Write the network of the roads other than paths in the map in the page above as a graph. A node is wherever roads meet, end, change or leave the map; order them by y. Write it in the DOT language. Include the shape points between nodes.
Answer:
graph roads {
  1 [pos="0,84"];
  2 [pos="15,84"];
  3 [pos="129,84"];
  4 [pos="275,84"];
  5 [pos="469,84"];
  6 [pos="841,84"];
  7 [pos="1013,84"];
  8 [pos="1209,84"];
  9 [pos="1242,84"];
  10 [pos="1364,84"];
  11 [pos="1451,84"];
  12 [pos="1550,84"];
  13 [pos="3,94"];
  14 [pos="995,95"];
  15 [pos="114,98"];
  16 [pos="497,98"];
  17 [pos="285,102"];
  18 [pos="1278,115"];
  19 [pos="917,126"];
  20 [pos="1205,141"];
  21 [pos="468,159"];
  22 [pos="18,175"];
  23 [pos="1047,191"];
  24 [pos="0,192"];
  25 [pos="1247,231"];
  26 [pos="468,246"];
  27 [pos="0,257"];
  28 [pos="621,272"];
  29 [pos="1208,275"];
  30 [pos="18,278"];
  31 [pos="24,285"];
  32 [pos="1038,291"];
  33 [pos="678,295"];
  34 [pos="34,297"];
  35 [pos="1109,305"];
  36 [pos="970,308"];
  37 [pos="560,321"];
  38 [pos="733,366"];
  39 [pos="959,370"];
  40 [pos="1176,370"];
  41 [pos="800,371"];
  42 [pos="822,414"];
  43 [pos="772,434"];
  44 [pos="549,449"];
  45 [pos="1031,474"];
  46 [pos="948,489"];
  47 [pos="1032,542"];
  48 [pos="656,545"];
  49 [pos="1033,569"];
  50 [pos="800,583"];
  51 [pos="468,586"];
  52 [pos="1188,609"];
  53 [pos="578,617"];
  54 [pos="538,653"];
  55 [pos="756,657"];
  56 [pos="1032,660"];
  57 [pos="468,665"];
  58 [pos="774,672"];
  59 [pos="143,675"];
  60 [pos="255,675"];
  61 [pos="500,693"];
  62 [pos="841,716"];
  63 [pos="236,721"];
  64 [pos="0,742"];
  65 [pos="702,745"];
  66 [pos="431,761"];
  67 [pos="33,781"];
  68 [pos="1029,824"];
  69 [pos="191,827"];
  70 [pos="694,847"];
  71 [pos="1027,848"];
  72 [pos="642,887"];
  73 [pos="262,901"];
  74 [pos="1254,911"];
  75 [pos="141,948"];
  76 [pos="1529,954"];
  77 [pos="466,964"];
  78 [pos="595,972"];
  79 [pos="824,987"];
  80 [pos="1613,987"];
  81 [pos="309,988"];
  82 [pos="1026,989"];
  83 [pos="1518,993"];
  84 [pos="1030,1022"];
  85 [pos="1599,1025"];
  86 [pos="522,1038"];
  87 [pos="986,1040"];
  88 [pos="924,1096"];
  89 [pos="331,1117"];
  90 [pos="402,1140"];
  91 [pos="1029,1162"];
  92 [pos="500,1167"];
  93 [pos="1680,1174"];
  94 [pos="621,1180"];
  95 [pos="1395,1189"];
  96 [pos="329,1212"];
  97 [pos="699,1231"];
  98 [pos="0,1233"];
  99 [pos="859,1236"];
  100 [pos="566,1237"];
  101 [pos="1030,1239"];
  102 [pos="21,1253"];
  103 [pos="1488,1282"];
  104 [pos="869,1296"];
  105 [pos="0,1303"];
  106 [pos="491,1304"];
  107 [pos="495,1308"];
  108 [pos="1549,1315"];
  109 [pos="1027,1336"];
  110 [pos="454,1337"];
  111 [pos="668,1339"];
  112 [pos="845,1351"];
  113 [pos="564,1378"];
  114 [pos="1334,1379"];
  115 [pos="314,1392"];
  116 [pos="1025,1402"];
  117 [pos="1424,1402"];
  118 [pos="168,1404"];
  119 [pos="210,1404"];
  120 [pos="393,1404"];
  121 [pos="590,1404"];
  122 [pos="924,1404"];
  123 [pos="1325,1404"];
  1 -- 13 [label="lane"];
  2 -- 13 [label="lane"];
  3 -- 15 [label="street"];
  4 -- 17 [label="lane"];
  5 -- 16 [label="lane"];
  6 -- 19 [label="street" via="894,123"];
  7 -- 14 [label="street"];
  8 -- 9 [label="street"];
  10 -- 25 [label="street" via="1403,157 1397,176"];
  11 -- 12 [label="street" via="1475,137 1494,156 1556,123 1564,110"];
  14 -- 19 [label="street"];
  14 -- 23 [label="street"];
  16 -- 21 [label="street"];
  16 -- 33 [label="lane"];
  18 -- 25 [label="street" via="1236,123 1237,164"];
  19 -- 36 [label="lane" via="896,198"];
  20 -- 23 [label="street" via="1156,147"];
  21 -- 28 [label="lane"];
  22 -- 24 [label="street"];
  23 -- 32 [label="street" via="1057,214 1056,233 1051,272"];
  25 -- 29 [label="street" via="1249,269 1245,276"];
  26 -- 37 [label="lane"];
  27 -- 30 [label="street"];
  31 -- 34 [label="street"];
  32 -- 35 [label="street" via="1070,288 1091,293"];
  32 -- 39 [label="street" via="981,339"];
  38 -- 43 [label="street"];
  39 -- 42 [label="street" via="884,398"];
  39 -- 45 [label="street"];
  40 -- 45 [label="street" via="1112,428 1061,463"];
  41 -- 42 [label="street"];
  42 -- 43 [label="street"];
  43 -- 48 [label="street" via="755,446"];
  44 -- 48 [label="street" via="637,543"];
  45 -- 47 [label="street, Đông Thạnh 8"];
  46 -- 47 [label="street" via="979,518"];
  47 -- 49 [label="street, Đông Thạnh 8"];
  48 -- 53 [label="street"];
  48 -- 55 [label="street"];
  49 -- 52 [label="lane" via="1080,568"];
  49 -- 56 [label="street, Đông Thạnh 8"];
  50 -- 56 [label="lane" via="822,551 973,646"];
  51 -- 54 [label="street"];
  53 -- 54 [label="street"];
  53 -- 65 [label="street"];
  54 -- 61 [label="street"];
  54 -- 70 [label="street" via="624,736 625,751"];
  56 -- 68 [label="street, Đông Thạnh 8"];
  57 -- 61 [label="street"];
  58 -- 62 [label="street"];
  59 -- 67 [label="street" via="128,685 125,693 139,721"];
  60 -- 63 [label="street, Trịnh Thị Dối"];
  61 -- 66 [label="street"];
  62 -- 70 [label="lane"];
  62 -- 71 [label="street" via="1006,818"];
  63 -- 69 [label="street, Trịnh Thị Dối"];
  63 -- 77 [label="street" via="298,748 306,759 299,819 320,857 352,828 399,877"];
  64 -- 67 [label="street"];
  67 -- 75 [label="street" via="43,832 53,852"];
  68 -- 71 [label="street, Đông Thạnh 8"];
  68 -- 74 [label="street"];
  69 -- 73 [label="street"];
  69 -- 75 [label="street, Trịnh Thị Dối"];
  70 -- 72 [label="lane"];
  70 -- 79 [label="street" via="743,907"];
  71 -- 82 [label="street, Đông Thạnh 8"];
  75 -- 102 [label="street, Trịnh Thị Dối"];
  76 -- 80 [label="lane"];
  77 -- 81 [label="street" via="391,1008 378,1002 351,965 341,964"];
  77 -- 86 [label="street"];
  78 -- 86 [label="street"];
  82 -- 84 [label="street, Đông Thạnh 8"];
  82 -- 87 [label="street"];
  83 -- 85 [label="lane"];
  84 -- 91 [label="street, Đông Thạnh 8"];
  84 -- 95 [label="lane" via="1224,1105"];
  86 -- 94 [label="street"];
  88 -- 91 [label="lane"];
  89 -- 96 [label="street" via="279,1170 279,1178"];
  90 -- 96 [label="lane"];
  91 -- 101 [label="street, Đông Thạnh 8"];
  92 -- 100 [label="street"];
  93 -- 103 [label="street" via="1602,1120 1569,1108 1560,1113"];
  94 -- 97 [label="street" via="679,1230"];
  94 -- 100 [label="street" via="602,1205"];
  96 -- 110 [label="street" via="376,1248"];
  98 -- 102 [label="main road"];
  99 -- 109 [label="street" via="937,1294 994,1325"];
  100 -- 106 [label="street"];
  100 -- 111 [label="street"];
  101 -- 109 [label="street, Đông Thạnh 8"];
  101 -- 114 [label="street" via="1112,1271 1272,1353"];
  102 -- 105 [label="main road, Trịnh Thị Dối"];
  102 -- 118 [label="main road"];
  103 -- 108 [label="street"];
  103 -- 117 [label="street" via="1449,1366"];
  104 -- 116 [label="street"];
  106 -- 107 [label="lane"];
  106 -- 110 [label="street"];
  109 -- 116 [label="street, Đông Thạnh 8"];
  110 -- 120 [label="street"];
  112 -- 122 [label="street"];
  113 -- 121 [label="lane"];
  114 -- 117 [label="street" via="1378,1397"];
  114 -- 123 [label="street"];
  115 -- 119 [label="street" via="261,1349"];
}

_ _ _

-- Your goal --
Only a number is wanted here: how many lines above hold the string "Thạnh"?

-- Task output --
11